Work instructions: Copy each line of the records below that has "Church" in it.

Provided records below:

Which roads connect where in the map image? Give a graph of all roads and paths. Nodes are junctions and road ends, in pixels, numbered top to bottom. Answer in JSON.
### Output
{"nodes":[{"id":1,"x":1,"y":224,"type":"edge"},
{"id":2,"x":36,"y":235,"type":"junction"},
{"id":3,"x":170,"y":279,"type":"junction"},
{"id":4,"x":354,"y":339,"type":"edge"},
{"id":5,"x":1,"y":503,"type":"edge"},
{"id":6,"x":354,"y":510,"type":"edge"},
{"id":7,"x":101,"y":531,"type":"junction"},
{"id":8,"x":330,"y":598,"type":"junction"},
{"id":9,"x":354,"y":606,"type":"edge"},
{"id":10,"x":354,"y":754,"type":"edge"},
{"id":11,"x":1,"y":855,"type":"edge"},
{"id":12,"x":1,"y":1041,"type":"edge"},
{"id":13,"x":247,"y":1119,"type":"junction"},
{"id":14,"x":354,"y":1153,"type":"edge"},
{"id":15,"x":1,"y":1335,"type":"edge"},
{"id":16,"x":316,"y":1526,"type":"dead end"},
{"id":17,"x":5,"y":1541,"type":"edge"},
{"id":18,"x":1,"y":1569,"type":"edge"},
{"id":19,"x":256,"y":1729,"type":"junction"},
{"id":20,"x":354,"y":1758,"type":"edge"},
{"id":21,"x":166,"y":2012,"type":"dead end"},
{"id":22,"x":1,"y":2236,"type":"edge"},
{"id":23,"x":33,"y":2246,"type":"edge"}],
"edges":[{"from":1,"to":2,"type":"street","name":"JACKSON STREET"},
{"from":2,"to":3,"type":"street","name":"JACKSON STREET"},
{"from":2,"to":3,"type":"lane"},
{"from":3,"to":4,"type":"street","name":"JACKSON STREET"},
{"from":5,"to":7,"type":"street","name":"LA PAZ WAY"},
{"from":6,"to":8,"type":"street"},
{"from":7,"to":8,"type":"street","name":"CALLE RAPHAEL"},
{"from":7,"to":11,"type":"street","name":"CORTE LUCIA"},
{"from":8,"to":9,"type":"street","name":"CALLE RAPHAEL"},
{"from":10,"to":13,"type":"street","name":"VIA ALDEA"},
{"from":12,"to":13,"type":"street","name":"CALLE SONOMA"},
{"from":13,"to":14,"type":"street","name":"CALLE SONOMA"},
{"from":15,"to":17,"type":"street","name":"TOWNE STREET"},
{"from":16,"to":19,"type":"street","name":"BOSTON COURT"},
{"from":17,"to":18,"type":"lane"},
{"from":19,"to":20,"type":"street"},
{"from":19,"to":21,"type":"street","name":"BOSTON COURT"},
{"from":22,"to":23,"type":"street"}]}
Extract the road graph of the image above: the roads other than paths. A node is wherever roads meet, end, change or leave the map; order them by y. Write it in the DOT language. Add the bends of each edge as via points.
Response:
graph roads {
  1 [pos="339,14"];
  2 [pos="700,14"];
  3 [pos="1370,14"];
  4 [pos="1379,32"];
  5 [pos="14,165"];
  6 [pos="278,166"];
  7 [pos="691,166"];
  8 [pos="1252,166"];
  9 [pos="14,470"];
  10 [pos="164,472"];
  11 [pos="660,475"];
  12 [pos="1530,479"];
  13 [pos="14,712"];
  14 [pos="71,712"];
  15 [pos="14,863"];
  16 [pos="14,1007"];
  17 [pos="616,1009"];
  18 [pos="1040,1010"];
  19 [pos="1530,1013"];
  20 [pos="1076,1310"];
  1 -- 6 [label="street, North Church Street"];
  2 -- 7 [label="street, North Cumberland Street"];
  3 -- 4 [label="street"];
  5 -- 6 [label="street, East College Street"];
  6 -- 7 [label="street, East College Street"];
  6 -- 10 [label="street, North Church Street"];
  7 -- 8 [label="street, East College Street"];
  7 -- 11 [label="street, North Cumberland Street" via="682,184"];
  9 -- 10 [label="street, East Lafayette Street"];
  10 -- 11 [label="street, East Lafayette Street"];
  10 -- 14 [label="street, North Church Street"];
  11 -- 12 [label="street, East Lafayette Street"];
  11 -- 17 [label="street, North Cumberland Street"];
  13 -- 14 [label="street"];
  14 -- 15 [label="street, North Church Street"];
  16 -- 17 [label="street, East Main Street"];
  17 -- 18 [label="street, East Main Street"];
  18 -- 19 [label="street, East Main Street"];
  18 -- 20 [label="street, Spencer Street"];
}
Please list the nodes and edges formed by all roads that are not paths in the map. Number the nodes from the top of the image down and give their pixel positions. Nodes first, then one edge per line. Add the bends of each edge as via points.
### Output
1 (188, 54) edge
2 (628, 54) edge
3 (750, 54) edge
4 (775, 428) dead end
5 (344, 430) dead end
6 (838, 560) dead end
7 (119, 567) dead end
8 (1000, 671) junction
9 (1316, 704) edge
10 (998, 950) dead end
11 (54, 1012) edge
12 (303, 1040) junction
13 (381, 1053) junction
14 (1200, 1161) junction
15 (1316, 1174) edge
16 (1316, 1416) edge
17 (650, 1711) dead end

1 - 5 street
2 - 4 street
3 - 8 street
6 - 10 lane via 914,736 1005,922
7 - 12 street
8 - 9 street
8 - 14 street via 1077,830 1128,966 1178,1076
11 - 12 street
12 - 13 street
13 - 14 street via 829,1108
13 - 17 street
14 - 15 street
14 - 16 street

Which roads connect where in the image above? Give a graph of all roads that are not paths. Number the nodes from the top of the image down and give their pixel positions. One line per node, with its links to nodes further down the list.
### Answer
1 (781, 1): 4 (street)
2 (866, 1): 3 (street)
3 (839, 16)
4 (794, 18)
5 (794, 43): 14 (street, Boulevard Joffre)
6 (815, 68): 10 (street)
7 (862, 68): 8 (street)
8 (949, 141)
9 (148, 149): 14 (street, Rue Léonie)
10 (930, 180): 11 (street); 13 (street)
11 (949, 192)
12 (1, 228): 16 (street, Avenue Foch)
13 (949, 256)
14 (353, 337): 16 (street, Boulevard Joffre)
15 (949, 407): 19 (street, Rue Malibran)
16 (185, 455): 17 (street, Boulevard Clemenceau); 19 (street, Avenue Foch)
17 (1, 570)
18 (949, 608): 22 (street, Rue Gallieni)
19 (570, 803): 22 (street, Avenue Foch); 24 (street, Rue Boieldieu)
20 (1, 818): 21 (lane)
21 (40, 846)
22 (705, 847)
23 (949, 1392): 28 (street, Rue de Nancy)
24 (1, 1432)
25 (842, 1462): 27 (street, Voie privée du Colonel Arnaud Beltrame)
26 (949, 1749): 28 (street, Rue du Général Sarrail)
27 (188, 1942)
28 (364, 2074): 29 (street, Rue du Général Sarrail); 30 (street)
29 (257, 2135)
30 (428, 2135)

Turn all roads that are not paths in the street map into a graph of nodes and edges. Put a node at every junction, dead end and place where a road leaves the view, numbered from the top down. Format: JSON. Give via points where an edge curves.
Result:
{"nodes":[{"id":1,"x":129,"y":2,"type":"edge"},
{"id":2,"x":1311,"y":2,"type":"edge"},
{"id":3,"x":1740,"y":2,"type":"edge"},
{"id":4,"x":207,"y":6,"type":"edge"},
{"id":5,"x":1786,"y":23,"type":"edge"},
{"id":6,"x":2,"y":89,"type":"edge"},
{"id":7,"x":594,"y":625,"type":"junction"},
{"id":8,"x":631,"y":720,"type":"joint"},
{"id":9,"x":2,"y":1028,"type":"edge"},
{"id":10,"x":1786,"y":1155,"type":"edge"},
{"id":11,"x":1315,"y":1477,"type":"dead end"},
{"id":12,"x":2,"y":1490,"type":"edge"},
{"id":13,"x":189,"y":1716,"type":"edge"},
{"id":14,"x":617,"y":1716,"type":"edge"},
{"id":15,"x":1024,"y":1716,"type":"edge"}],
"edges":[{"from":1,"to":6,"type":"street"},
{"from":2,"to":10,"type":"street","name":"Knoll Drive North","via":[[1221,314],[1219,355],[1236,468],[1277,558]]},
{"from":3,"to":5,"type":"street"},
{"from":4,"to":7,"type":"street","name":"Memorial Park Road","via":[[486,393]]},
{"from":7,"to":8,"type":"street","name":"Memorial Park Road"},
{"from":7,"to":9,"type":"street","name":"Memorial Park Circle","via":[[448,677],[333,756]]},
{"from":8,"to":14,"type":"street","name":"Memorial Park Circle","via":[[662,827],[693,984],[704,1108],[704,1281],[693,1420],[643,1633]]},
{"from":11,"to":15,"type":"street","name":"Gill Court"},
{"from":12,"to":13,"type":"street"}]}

End of Provided records.

Solution below:
  1 -- 6 [label="street, North Church Street"];
  6 -- 10 [label="street, North Church Street"];
  10 -- 14 [label="street, North Church Street"];
  14 -- 15 [label="street, North Church Street"];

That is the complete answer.